Over 15 years ago, the US embassy in Pakistan was an architectural feat to behold. Located in the capital city of Islamabad, the building featured hulking, heavy cement block walls, a ground level ‘moat’ and wire-rimmed fences. The US compound, as it was called colloquially, also had a mass of armed guards, bomb checks and artillery on the outside.
Inside, however, was a safe haven – a little piece of the US that included a cinema, a baseball field, fast food retailers, medical centres and a fully operational theatre.
While this image is not uncommon now when it comes to embassy architecture, the development was extreme in comparison to its international counterparts in a pre-9/11 world.
Australia’s own embassy was like any other public building. The High Commissioner’s own residence was under construction at the time by a team of foreign and national workers under the leadership of Australian construction company Kane Constructions. Extreme safety measures were limited to extensive onsite OH&S.
In light of the recent riots in front of US embassies in Muslim nations worldwide, embassy architecture is in the spotlight now more than ever before.

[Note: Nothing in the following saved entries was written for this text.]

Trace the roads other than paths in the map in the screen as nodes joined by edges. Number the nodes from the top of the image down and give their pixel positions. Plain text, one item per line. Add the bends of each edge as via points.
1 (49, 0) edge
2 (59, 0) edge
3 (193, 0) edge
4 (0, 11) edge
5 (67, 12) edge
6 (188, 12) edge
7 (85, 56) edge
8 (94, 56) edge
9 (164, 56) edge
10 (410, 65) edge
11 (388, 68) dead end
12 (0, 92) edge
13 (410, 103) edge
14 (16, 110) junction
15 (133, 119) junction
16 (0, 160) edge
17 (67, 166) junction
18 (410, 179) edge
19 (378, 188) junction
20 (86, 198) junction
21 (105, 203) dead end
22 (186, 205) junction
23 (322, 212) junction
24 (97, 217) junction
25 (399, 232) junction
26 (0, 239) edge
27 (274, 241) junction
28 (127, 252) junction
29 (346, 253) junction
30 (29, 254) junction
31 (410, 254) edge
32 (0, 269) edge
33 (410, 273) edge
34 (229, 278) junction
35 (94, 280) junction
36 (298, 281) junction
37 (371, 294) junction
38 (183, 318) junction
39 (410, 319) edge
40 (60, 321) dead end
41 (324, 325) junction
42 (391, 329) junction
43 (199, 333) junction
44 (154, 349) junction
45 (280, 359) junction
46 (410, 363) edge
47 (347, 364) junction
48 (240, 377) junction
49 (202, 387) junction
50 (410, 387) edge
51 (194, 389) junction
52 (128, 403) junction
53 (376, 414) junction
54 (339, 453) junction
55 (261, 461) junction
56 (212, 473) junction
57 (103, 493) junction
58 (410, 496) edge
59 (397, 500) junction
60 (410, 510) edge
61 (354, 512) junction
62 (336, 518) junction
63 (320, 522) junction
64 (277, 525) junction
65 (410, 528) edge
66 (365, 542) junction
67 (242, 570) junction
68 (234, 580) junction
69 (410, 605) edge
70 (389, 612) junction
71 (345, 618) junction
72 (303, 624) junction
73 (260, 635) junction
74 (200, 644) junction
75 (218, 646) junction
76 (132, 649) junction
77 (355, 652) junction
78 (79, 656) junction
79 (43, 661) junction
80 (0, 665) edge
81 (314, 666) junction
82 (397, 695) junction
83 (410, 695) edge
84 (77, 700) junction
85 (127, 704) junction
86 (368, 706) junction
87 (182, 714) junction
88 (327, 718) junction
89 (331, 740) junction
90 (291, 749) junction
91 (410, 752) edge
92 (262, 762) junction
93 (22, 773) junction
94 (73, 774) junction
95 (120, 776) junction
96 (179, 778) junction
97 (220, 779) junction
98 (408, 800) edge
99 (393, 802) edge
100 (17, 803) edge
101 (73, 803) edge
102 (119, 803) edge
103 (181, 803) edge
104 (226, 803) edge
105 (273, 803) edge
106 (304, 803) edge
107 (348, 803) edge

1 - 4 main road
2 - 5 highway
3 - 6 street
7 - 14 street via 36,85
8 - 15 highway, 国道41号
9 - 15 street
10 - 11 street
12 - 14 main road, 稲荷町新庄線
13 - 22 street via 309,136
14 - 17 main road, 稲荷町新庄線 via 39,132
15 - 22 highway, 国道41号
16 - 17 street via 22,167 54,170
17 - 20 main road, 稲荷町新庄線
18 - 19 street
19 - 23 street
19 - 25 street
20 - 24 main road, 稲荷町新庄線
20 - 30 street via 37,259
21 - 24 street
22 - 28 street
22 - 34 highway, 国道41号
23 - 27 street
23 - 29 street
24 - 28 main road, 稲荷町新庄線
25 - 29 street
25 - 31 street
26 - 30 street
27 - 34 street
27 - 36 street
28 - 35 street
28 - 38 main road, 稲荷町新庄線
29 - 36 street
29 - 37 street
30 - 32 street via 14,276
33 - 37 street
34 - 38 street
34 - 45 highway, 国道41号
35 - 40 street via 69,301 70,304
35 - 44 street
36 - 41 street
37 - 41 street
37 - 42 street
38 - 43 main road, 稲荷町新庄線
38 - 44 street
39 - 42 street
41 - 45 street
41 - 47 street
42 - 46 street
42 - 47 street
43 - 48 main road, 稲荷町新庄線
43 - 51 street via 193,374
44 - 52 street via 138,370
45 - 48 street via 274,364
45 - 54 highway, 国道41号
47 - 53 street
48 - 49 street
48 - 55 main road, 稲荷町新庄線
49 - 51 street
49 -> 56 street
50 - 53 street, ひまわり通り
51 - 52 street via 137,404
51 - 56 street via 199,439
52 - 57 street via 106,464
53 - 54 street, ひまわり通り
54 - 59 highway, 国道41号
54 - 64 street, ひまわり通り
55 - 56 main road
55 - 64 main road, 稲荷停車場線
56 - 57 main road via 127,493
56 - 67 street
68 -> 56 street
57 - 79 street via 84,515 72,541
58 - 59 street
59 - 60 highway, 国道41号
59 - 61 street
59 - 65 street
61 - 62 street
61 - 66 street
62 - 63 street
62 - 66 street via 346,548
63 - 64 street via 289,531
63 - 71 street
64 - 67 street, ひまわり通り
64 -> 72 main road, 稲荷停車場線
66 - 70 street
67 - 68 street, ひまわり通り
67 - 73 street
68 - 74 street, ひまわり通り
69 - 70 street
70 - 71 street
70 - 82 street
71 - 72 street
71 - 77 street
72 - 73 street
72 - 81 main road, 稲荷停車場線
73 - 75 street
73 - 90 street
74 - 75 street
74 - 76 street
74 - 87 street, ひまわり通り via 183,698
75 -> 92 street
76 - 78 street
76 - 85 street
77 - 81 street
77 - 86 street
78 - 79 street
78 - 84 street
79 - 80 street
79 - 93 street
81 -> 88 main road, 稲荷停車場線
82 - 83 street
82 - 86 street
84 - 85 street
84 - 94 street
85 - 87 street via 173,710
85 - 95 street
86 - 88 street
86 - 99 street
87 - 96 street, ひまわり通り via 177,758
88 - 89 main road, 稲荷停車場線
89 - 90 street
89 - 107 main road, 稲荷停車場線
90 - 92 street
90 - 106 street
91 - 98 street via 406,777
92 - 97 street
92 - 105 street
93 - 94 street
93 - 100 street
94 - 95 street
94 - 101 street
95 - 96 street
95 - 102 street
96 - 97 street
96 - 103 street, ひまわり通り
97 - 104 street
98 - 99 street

Embassy historian Jane Loeffler has describes the American interpretation of embassy architecture as ‘isolated walled compound’ units – a notion backed by anyone and everyone who has experienced them first hand.
Architecture critic Jonathan Glancey has called the US’ $700 million embassy in Baghdad a ‘monster of a modern fortress’ and US Senator John Kerry said the US is ‘building some of the ugliest embassies I’ve ever seen; I cringe when I see what we’re doing.’
Embassies are the embodiments of their home countries on foreign soil. They have been described by the Guardian as setting the tone ‘for the smooth engagement of two countries’ and offer a glimpse into the morals, values and cultural aspirations of their represented nation.
Why then, are certain US architects and government entities supporting the development of these alienating and unattractive buildings? Could their fortress-like nature incite discord, or is their form a response to discord already present?
The reason given by most government and architectural leaders who support the fortress form relates to the US’ long history of embassy disasters and safety breaches. In 1999, the US State Department implemented this fort-like form to optimise safety protocols and protect US diplomats.
While safety will always play a key role in the development of any government building, the dichotomy of US embassies and a majority of certain international counterparts are too great to go unnoticed.
In fact, some have likened US embassy architecture to the stereotype of America’s domineering nature and outright antagonism. Critics have also suggested that not only do these buildings incite conflict, but their isolation leaves them as a prime target for violence.
The concept of the fortress-style embassy is controversial, and with no black and white information stating whether the architecture is a success in improving US international relations or otherwise, there can be no denying that violence towards the US has not decreased since their development.